“Never Judge A Book By Its Cover” – Er, Why Not?

I know this idiom is usually used metaphorically but I’m taking its very literal meaning here. Forgive me, if you can. I am quite curious, you see. I want to know: Does the appearance of the cover page of a book matter to any of you in any way? Do you take the cover design under consideration when buying a book?  Well, I must say that I do. But probably not in the way you think.

Books with plain, no-frill cover-designs, I have found, come out to be good, generally speaking. Also, books with gaudy images or garish colours on their cover pages, I have, by and large, disapproved of. Their content has turned out as ostentatious as their cover pages. Or sometimes, simply bad.

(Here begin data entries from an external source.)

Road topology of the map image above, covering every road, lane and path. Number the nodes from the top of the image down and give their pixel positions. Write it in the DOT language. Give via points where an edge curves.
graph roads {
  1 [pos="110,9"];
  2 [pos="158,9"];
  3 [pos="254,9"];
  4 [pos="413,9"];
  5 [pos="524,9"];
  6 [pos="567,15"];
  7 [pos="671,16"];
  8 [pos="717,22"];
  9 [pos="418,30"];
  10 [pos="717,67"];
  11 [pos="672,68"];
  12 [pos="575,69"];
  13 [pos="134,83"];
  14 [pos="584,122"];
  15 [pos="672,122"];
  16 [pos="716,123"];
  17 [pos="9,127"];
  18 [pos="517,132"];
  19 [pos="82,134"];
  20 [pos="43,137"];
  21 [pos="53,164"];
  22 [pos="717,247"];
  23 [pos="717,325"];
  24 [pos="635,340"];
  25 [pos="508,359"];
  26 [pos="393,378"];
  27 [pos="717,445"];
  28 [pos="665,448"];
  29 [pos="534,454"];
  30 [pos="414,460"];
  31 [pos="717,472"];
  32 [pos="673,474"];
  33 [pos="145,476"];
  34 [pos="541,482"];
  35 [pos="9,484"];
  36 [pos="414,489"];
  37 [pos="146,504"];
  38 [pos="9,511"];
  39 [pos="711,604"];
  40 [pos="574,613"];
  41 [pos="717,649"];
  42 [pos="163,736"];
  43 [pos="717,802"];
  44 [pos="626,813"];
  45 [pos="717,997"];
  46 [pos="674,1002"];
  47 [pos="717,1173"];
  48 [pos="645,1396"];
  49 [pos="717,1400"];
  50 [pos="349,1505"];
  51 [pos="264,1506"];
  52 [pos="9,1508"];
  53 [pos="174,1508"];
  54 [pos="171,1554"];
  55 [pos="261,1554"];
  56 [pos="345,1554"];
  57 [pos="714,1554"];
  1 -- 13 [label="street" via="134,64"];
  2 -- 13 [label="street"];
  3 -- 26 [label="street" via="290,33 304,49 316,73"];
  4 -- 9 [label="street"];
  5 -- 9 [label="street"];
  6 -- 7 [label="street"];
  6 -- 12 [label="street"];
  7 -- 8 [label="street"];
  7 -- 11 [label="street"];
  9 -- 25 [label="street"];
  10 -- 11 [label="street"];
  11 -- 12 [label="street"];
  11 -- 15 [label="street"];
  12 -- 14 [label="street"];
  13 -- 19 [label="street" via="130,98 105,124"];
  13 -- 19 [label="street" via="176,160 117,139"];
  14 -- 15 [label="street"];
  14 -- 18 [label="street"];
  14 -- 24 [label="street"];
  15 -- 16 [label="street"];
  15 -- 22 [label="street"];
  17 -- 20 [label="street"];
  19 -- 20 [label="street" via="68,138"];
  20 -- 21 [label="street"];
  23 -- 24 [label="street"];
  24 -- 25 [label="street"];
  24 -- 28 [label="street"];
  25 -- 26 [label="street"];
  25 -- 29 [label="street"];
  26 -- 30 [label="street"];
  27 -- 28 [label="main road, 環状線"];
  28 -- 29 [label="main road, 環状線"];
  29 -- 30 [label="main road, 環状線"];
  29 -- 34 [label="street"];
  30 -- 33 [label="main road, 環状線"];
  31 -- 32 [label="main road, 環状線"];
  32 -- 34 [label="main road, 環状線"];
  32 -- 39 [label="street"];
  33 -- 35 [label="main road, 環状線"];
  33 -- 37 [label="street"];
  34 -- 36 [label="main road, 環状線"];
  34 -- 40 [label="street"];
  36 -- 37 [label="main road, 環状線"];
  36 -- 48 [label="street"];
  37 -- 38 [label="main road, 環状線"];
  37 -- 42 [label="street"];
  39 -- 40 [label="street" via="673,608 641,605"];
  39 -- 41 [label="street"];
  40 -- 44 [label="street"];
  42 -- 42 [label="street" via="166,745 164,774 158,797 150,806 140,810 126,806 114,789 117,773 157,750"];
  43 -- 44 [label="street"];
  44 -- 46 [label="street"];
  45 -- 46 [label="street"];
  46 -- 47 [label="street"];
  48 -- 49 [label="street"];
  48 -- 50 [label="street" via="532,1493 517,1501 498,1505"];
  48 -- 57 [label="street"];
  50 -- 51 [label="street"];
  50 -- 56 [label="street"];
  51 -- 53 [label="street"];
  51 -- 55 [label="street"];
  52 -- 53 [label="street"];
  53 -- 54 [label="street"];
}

I am certainly not trying to show that every book with an unadorned cover page is going to be a nice read, or that every book with flashy cover is going to suck. But since this rationale has held true in most of the cases, I have started to take it as a rule of thumb.

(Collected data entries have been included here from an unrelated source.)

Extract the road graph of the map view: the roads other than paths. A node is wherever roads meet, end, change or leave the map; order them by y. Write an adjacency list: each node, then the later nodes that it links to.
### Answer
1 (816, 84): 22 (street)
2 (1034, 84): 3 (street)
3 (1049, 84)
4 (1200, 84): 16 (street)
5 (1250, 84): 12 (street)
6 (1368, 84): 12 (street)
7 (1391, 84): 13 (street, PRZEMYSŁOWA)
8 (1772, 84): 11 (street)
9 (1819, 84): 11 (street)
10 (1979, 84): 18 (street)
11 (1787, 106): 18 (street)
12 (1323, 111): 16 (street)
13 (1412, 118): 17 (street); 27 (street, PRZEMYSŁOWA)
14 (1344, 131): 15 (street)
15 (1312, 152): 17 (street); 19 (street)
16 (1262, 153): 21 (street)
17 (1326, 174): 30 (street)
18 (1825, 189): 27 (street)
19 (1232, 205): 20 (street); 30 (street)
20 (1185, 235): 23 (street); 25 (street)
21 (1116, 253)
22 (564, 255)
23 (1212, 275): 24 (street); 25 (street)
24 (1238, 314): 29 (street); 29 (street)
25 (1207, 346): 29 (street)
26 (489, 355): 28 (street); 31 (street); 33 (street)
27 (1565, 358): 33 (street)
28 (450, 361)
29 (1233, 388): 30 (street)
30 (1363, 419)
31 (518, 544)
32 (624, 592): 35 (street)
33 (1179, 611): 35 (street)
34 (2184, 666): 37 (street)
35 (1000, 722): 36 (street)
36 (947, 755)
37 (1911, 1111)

You know, my most favourite book happens to be the debut novel of an English author Susanne Clarke – Jonathan Strange & Mr Norell. It had, I remember very clearly, one of the austerest cover-designs I’d ever seen on any book, of any language. It featured the title, a small picture of a raven and the name of the author transcribed in black on a pristine white  background.

Many of my friends who are frequent readers deemed the starkly simple cover-design off-putting. I, did not. I was not terribly surprised. Most people despise simple aspects of life, I being an exception. I found the cover peculiarly attractive. Charmingly unsophisticated. Kind of cute, even.

It, the cover-page of Jonathan Strange and Mr Norell, in a very lucid yet succinct manner, told the readers what the book was about. No brassy pictures involving monsters, otherworldly creatures, magicians and other things here even though the story had a fair-share of them. It was basically about magicians.

I’d already heard some good reviews about the book from some people whose judgement I always treat with respect, so I bought the book immediately. I loved the book, incidentally. Very much, indeed.

As simple as it gets

A Game of Thrones by George R.R. Martin is another example. It had very plain cover designs. That is, before the TV show happened. The version I bought back in 2005 had this sort of cover-page. Name of the book, author and the main issue of the conflicts portrayed in the story – the Iron Throne. That’s it. Yes. I liked the book and also all the subsequent books in the series.

You win or you die.

All right. Now let us come to a book which I, to put it simply, loathed. Thundergod – The Ascendance of Indra. Its cover design was particularly tawdry with Indra (hero of the story) facing down a serpentine monster with rays of lightning as his weapon. It looked like a scene from a fairy-tale. Except, fairy-tales were actually fun. As it turned out, the content was even worse, if that was possible. Prose was akin to a pedestrian mystery novel. I couldn’t finish it, actually.


So that’s it. I’m by no means saying that cover designs matter in every case, but mostly, aye, they do. Obviously, I have leafed through a lot of books which are exceptions to the rule. Some Stephen King novels come to mind. Do you know of any? If yes, please let me know in the following comments. I thank you from the bottom of my heart for giving this post a go.